> [Problem description]:
In the entries below, how many lines contain "ring"? Answer with the number and nothing else.

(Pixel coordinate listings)
== Segment start ==

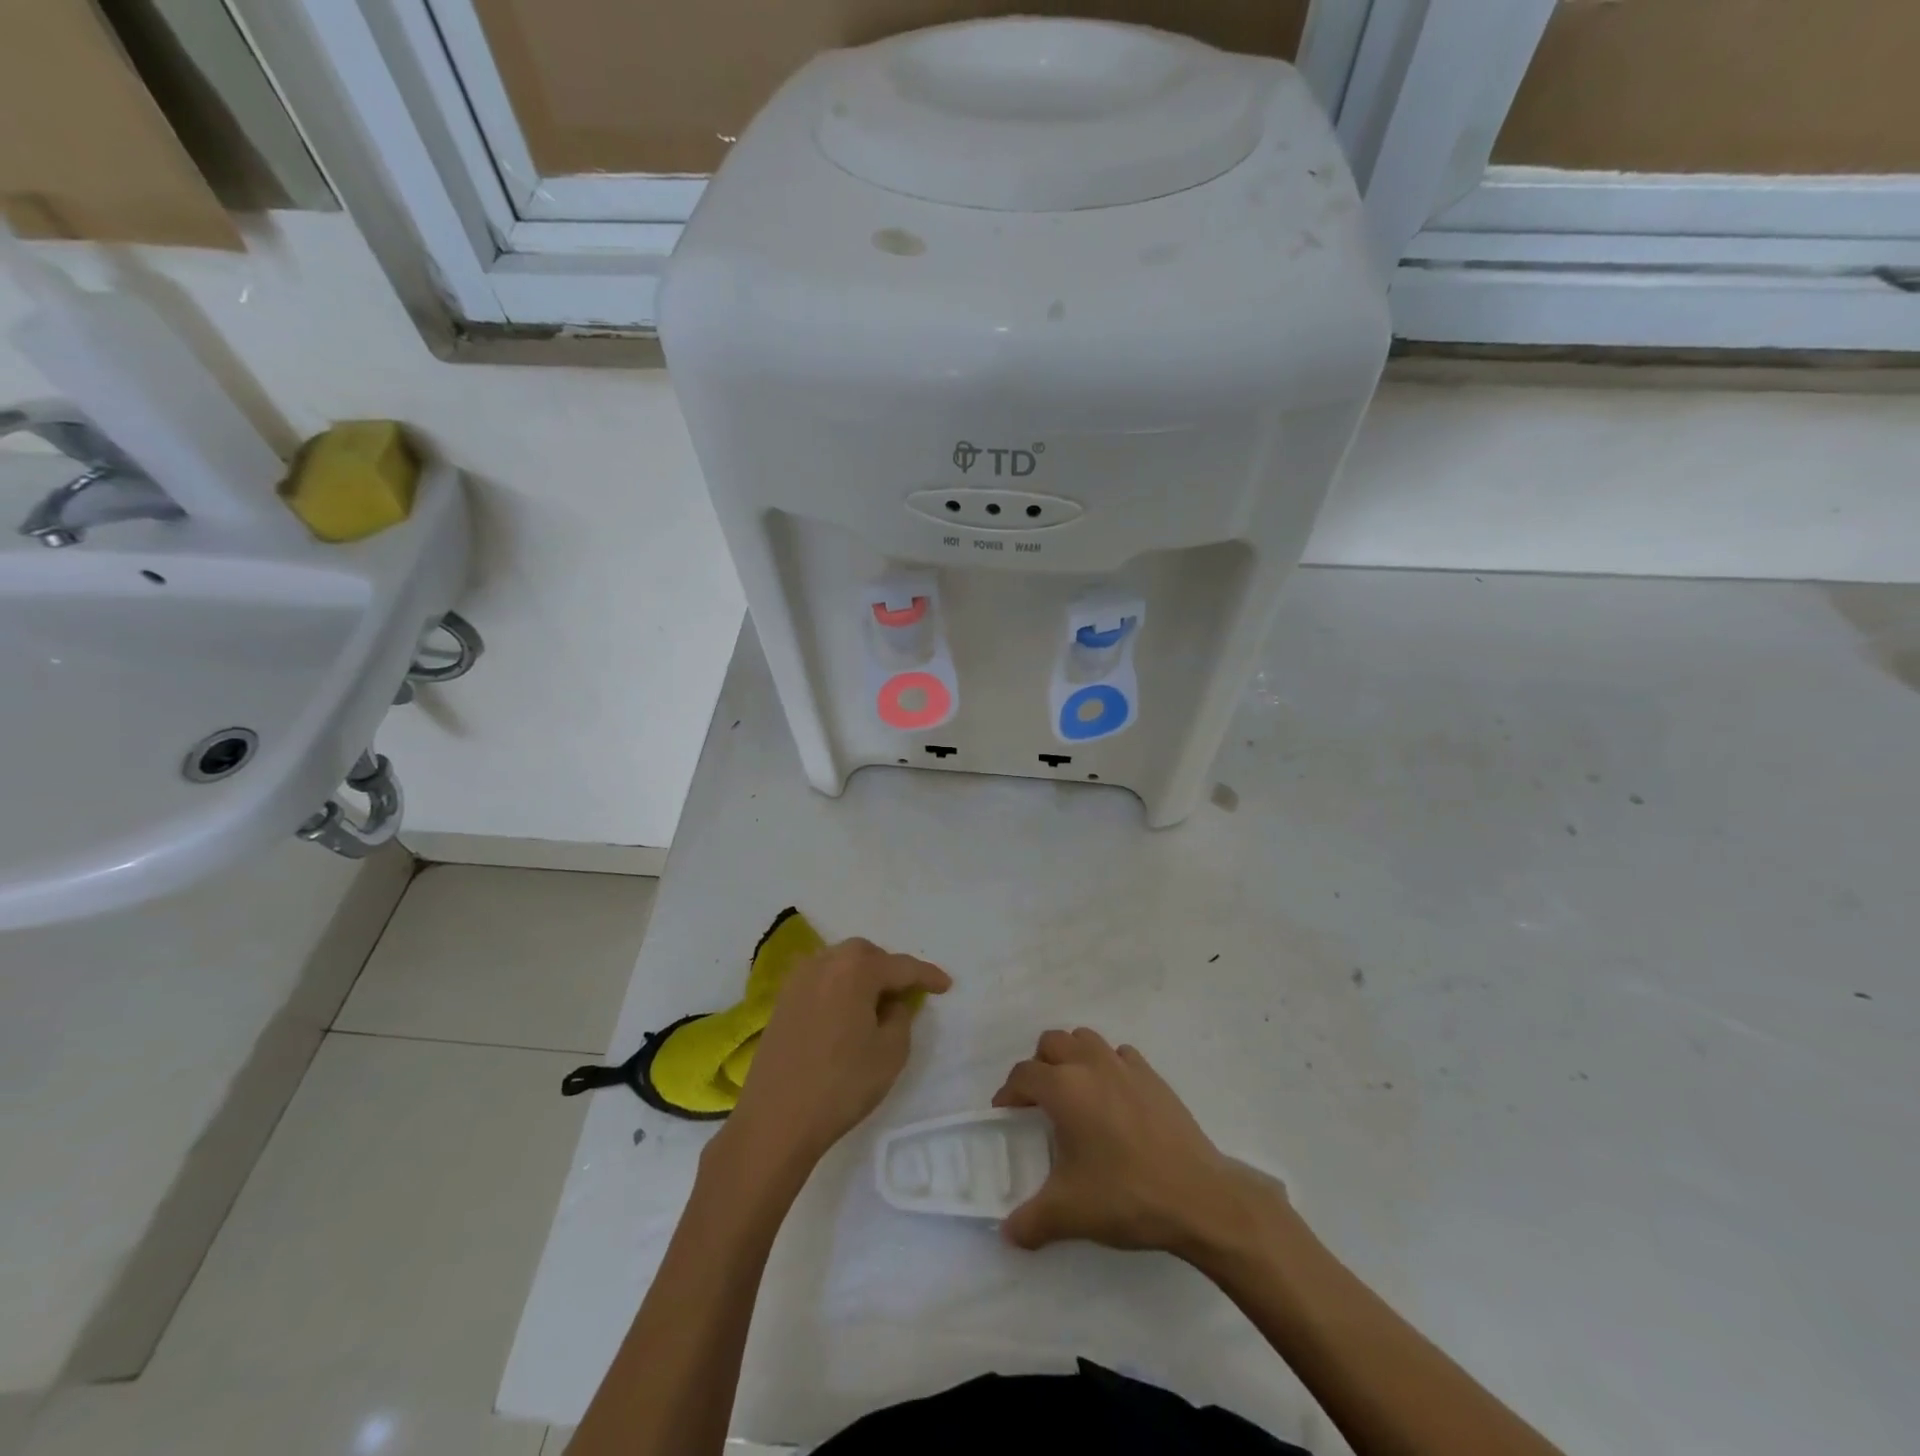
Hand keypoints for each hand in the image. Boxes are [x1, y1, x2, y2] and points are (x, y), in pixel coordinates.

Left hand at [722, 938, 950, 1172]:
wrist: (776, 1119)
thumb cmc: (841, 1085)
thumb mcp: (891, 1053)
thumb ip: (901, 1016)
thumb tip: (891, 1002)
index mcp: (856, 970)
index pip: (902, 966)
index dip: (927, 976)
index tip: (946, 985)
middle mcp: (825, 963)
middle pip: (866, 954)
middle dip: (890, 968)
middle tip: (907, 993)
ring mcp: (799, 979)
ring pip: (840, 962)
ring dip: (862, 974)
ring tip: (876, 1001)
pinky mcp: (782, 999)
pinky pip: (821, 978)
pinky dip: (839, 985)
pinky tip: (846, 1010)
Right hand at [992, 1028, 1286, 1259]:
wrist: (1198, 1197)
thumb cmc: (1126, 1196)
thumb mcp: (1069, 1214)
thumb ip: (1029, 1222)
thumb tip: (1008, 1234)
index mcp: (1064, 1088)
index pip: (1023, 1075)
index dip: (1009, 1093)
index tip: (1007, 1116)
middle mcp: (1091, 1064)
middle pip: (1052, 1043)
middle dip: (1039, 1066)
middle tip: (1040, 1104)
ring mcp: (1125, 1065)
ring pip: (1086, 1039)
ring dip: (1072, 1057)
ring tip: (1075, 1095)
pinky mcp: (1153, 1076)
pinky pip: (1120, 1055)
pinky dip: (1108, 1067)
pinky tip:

== Segment end ==

> [Output for this exercise]:
8